[Data supplied]

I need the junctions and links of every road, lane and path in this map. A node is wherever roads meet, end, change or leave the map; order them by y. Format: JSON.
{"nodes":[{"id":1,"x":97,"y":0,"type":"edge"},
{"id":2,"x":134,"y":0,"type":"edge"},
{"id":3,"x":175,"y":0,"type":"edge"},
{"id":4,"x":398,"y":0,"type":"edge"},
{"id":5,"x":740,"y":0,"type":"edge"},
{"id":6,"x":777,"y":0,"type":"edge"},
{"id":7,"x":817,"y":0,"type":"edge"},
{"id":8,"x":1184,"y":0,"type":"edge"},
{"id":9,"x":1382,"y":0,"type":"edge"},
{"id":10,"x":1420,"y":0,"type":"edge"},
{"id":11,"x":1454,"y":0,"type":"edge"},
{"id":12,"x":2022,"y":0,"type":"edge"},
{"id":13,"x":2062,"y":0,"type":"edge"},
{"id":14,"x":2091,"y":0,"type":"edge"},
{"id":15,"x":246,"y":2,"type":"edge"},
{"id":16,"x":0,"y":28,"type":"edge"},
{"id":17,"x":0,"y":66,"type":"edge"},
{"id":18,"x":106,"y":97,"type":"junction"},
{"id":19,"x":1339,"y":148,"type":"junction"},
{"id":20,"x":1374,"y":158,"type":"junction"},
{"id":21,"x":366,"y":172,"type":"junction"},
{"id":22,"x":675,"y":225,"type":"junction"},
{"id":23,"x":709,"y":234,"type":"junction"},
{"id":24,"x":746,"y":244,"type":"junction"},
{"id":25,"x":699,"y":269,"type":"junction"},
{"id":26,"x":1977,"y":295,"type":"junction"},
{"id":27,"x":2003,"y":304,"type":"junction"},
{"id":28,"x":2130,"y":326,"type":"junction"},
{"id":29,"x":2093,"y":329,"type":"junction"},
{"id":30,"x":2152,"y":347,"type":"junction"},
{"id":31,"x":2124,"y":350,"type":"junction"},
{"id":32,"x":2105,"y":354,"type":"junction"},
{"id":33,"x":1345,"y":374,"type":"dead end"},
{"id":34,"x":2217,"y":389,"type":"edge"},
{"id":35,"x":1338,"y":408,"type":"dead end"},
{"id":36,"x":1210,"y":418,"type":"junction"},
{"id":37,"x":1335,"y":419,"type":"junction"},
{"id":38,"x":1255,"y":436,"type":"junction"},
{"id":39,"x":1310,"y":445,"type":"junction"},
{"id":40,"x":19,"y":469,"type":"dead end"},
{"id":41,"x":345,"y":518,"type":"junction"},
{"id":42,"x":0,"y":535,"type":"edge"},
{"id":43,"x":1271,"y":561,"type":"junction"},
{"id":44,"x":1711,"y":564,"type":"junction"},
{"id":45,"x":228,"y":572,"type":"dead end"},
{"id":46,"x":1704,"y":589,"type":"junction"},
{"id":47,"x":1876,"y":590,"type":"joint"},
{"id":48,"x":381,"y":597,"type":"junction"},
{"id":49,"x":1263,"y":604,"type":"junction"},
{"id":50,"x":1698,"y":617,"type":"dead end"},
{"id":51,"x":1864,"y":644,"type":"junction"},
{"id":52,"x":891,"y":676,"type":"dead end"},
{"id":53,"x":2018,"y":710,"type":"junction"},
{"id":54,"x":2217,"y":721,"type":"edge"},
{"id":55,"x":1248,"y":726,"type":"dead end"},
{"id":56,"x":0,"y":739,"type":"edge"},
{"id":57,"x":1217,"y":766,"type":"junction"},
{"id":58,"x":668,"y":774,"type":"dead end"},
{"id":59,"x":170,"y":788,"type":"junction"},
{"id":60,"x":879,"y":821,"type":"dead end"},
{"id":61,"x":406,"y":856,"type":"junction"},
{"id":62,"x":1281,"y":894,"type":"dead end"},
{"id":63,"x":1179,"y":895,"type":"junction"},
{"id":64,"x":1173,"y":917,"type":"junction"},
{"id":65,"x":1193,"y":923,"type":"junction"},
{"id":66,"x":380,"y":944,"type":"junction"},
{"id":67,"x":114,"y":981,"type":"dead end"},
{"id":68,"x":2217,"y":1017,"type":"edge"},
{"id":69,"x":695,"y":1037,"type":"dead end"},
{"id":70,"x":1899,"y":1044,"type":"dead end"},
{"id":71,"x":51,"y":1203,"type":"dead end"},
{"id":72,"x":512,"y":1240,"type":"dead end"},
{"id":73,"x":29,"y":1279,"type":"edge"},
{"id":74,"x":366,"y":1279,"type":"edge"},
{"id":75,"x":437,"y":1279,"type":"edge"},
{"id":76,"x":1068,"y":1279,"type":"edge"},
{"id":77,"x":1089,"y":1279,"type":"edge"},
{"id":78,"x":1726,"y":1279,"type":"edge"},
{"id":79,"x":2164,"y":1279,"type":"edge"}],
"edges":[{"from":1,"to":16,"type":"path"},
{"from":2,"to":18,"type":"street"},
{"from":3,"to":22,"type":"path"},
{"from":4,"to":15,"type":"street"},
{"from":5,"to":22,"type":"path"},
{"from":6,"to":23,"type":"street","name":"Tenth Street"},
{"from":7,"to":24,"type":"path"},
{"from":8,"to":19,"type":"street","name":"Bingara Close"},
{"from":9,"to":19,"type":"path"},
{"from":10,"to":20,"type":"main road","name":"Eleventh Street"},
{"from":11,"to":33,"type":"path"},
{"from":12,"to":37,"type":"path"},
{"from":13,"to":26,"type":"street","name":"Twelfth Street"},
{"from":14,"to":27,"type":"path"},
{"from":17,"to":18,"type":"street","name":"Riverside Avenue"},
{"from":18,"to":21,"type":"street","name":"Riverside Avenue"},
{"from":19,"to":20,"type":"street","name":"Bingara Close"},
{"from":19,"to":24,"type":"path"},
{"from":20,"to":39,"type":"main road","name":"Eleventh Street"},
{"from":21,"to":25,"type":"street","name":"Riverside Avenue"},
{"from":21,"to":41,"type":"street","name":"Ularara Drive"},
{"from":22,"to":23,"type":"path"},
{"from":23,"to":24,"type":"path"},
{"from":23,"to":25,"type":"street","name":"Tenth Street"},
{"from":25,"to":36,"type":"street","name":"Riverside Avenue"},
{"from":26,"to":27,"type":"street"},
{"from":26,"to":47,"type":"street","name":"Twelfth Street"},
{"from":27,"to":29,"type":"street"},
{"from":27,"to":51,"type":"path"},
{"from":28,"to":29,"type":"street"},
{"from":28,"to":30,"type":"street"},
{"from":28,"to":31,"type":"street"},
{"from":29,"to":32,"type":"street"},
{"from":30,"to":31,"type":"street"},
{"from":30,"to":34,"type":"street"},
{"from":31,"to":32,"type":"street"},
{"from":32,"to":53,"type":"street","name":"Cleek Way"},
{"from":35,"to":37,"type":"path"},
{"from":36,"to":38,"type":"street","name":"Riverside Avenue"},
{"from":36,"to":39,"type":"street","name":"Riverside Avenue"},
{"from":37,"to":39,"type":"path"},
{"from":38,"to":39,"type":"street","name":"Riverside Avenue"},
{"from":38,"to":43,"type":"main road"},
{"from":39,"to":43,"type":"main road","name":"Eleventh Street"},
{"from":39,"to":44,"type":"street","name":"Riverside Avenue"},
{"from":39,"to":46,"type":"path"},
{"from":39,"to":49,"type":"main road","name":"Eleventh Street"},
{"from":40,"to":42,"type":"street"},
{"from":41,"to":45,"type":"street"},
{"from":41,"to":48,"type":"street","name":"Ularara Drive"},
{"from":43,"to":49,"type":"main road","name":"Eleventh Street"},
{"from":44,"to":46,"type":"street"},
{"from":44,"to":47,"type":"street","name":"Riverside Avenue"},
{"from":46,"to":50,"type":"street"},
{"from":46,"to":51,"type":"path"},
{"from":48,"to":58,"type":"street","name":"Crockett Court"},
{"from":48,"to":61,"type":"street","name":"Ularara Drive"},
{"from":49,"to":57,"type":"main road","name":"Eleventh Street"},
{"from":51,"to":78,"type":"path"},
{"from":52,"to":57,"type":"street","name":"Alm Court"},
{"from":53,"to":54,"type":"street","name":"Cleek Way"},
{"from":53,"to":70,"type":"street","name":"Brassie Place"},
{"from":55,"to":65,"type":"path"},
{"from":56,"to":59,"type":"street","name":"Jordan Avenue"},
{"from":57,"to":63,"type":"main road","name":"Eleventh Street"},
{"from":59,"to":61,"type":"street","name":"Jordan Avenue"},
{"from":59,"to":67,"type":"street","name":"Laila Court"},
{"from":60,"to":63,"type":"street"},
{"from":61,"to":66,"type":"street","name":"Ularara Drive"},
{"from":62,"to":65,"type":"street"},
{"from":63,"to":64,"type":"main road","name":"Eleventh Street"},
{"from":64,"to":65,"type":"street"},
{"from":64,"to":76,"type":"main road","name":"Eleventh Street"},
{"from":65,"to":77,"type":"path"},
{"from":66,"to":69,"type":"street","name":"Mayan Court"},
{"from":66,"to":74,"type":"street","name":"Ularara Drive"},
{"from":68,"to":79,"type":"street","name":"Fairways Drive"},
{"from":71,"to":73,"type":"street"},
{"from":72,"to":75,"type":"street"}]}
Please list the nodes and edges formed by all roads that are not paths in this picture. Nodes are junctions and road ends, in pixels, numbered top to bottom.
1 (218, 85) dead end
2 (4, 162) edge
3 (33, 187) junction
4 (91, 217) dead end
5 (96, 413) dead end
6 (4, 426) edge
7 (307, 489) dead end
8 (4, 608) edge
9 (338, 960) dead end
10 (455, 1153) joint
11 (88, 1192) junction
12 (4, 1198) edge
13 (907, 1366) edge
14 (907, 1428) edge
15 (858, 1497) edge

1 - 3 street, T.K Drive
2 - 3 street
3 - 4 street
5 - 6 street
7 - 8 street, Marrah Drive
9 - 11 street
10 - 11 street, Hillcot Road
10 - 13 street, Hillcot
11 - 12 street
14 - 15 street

[/Data supplied]

What needs to be done: Output an exact copy of the lines from the one holding "Please list the" to the last line of the data, inclusive, and nothing beyond that range.

Answer:
Please list the nodes and edges formed by all roads that are not paths in this picture. Nodes are junctions and road ends, in pixels, numbered top to bottom.
1 (218, 85) dead end
2 (4, 162) edge
3 (33, 187) junction
4 (91, 217) dead end
5 (96, 413) dead end
6 (4, 426) edge
7 (307, 489) dead end
8 (4, 608) edge
9 (338, 960) dead end
10 (455, 1153) joint
11 (88, 1192) junction
12 (4, 1198) edge
13 (907, 1366) edge
14 (907, 1428) edge
15 (858, 1497) edge

1 - 3 street, T.K Drive
2 - 3 street
3 - 4 street
5 - 6 street
7 - 8 street, Marrah Drive
9 - 11 street
10 - 11 street, Hillcot Road
10 - 13 street, Hillcot
11 - 12 street
14 - 15 street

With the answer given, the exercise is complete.